Update bootknife.m

gnu-octave · Mar 2, 2022 · c9f7aa8 · c9f7aa8
1 parent 0c0e46a
commit c9f7aa8
Showing 1 changed file with 33 additions and 12 deletions.
diff --git a/inst/bootknife.m b/inst/bootknife.m
@@ -5,6 +5,7 @@
 %  bootstat = bootknife(nboot,bootfun,d)
 %  bootstat = bootknife(nboot,bootfun,d1,...,dN)
 %  bootstat = bootknife(...,'Weights',weights)
+%  [bootstat,bootsam] = bootknife(...)
 %
 %  bootstat = bootknife(nboot,bootfun,d,...) draws nboot bootknife data
 %  resamples and returns the statistic computed by bootfun in bootstat.
@@ -24,21 +25,26 @@
 %  the third and subsequent numeric input arguments are data vectors 
 %  that are used to create inputs for bootfun. 
 %
-%  bootstat = bootstrp(...,'Weights',weights) specifies observation
+%  bootstat = bootknife(...,'Weights',weights) specifies observation
 %  weights. weights must be a vector of non-negative numbers. The
 %  length of weights must be equal to first dimension of the
 %  non-scalar input argument(s) to bootfun. The weights are used as
 %  bootstrap sampling probabilities. Balanced resampling is extended
 %  to resampling with weights.
 %
+%  [bootstat,bootsam] = bootknife(...) also returns bootsam, a  
+%  matrix of indices for bootknife sampling. Each column in bootsam
+%  corresponds to one bootknife sample and contains the row 
+%  indices of the values to draw from the nonscalar data argument.
+%
 %  Bibliography:
 %  [1] Hesterberg T.C. (2004) Unbiasing the Bootstrap—Bootknife Sampling 
 %        vs. Smoothing; Proceedings of the Section on Statistics & the 
 %        Environment. Alexandria, VA: American Statistical Association.
 %  [2] Davison et al. (1986) Efficient Bootstrap Simulation.
 %        Biometrika, 73: 555-66
 %
-%  bootknife v1.0.1.0 (28/02/2022)
+%  bootknife v1.1.0.0 (02/03/2022)
 %  Author: Andrew Charles Penn
 %  https://www.researchgate.net/profile/Andrew_Penn/
 %
@@ -57,7 +63,7 @@
 %  along with this program.  If not, see <http://www.gnu.org/licenses/>.
 
 
-function bootstat = bootknife (nboot, bootfun, varargin)

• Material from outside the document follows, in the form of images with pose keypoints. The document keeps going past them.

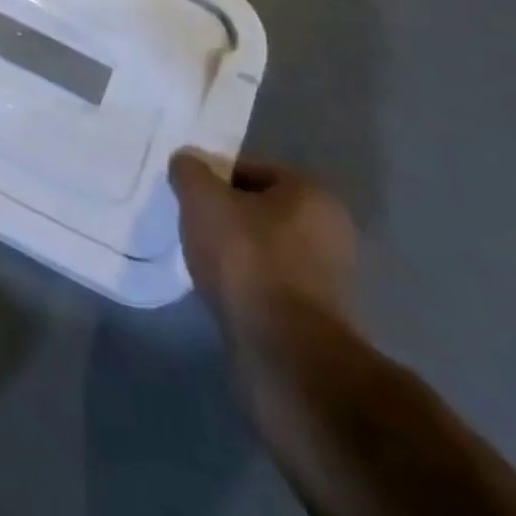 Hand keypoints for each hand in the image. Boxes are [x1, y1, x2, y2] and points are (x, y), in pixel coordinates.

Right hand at [170, 154, 356, 354]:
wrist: (284, 352)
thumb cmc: (247, 259)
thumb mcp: (202, 198)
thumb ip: (189, 171)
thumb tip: (186, 162)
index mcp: (311, 194)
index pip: (249, 169)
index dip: (213, 179)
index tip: (188, 197)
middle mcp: (329, 230)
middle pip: (257, 209)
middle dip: (224, 216)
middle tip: (192, 226)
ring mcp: (327, 277)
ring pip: (262, 247)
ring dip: (233, 252)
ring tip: (202, 261)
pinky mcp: (315, 315)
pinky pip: (268, 283)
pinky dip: (244, 283)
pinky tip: (221, 291) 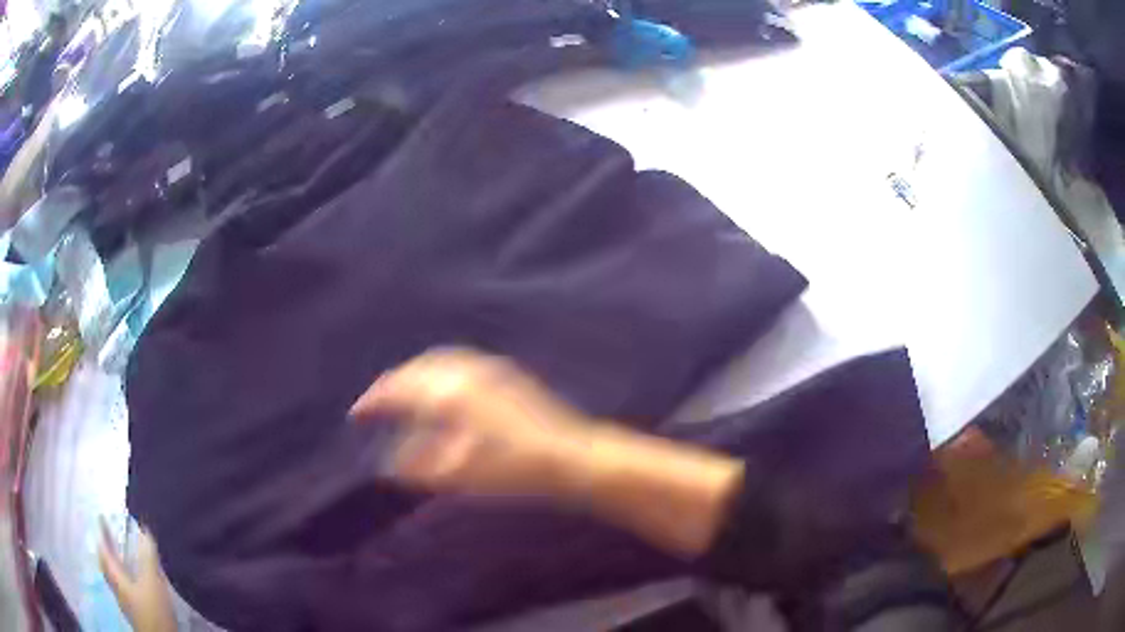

+function [bootstat,idx] = bootknife (nboot, bootfun, varargin)
 
   % Error checking
   if nargin < 3
@@ -96,7 +102,7 @@
   else
     matflag = 0;
   end 
-  
+
   % Check name-value pairs for errors
   if isempty(weights)
     w = ones(n,1);
@@ -120,14 +126,19 @@
   N = n * B;
   bootstat = zeros(1, B);
   X = cell(1, nvar);
-  idx = zeros(n, 1);
+  if nargout > 1
+    idx = zeros(n, B);
+  else
+    idx = zeros(n, 1);
+  end
   c = w * B;
 
   % Perform balanced bootknife resampling
   % Octave or Matlab serial/vectorized computing
   %    Gleason, J.R. (1988) Algorithms for Balanced Bootstrap Simulations. 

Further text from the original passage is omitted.